(PROBLEM REQUIREMENTS) For the material that follows, return exactly the lines from the one with "ring pip: (291, 175)" through the one with "wrist: (75, 217)", both ends included.

----

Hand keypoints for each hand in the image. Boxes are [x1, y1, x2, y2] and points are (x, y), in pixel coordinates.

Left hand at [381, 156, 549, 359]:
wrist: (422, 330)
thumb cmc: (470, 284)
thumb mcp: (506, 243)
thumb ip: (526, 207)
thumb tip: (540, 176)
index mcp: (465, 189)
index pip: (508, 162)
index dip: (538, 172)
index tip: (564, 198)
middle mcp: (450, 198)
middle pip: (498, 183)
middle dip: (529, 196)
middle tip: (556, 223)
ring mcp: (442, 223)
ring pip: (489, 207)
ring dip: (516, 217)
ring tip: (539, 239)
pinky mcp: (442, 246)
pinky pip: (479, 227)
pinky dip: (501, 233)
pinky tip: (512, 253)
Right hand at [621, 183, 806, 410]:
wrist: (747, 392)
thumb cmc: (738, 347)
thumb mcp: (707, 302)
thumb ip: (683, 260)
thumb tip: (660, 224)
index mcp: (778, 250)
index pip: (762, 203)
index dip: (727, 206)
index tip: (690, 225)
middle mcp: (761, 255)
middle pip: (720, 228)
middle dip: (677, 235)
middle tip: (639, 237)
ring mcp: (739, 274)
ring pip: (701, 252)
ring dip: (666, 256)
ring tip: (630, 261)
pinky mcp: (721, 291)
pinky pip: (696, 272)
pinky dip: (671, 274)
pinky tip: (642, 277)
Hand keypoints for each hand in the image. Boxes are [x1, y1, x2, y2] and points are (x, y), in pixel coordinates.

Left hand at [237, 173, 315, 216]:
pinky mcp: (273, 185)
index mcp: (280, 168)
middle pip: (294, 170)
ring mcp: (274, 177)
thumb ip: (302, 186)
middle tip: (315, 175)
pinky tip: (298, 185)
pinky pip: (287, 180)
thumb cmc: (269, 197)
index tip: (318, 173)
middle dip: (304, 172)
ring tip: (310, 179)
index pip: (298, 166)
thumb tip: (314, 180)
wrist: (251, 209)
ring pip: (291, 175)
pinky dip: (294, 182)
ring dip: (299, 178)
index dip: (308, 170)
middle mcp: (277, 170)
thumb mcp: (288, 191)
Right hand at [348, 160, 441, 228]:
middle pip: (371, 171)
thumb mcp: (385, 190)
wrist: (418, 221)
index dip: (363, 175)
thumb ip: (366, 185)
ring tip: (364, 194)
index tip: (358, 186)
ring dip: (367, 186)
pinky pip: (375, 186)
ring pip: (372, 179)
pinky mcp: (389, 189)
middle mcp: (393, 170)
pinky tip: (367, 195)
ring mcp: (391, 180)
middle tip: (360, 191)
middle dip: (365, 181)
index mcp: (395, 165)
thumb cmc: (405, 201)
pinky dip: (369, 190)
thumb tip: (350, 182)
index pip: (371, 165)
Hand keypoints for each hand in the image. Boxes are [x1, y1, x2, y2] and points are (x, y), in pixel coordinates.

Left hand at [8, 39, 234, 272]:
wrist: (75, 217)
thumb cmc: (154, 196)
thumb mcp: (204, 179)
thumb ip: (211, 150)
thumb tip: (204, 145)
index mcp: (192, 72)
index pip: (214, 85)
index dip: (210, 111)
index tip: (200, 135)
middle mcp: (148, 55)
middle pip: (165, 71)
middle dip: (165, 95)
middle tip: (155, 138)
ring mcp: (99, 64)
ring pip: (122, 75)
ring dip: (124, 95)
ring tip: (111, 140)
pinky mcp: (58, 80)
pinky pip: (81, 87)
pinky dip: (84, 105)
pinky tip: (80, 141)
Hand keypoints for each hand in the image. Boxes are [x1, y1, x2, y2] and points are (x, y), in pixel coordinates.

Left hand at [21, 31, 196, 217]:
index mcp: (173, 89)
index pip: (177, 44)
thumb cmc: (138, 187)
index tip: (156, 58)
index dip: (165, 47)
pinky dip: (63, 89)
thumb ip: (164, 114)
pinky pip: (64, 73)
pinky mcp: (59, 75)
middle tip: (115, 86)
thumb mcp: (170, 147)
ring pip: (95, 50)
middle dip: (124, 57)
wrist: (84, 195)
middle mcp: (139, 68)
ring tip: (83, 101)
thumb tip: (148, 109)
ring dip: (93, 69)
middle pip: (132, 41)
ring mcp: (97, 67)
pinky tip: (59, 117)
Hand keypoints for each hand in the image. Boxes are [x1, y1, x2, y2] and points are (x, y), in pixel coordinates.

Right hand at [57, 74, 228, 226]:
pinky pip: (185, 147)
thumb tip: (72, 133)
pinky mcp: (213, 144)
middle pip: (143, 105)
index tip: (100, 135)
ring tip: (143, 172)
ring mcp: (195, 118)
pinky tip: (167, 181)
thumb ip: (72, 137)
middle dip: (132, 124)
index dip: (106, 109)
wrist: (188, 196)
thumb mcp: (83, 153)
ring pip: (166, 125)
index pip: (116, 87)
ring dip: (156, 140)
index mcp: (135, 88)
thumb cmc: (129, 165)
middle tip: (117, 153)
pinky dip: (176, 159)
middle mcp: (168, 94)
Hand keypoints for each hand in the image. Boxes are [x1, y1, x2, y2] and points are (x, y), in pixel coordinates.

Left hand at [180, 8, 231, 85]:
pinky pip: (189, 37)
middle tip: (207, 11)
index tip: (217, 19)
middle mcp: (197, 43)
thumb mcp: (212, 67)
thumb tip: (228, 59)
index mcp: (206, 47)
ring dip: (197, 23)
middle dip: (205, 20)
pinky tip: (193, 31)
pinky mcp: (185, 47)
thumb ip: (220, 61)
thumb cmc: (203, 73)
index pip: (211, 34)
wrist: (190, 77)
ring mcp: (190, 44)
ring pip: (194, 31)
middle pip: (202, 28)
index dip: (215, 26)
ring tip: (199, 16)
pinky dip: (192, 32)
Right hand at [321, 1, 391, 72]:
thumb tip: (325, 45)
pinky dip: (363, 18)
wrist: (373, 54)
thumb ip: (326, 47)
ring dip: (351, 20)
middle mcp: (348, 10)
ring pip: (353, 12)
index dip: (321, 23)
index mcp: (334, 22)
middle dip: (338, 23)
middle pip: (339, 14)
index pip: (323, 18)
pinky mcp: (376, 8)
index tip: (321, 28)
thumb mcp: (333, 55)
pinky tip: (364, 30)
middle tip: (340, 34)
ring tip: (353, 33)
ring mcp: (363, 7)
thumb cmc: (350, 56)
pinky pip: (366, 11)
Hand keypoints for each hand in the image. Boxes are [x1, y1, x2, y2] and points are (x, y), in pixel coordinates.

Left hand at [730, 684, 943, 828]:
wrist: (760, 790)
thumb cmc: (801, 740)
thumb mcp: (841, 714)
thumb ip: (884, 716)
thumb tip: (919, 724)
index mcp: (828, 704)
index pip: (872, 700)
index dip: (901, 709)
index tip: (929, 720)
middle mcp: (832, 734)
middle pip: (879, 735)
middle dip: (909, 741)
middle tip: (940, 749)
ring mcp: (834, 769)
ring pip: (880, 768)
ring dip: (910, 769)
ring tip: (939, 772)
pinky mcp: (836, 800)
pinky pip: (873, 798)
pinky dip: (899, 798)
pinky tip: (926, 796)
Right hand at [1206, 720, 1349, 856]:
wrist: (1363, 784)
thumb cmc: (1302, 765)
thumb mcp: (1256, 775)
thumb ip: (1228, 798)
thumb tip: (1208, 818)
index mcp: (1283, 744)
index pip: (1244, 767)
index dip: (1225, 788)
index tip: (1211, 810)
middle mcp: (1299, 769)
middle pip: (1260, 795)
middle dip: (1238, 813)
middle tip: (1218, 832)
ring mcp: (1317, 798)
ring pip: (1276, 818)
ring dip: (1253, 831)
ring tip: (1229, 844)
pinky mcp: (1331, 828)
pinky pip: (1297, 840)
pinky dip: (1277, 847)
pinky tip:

----

(RESULT OF THE EXERCISE)
ring pip: (291, 175)
pinky dip: (294, 182)
ring dip: (299, 178)
index dip: (308, 170)
middle mcp: (277, 170)
thumb mcp: (288, 191)
Right hand at [348, 160, 441, 228]:
middle pip: (371, 171)
thumb mcp: (385, 190)
wrist: (418, 221)
index dip: (363, 175)
thumb ip: (366, 185)
ring tip: (364, 194)
index tip: (358, 186)
ring dip: (367, 186)
pinky pip: (375, 186)
ring pip: (372, 179)
pinky mcp: (389, 189)
middle mcp: (393, 170)
pinky tip: (367, 195)
ring mcp: (391, 180)
middle tip: (360, 191)
middle dip: (365, 181)
index mcp: (395, 165)
thumb cmc: (405, 201)
pinky dip: (369, 190)
thumb tip: (350, 182)
index pip: (371, 165)
Hand keypoints for each hand in the image. Boxes are [x1, y1, x2, y2] and points are (x, y), in pixel coordinates.

Left hand at [8, 39, 234, 272]:
wrist: (75, 217)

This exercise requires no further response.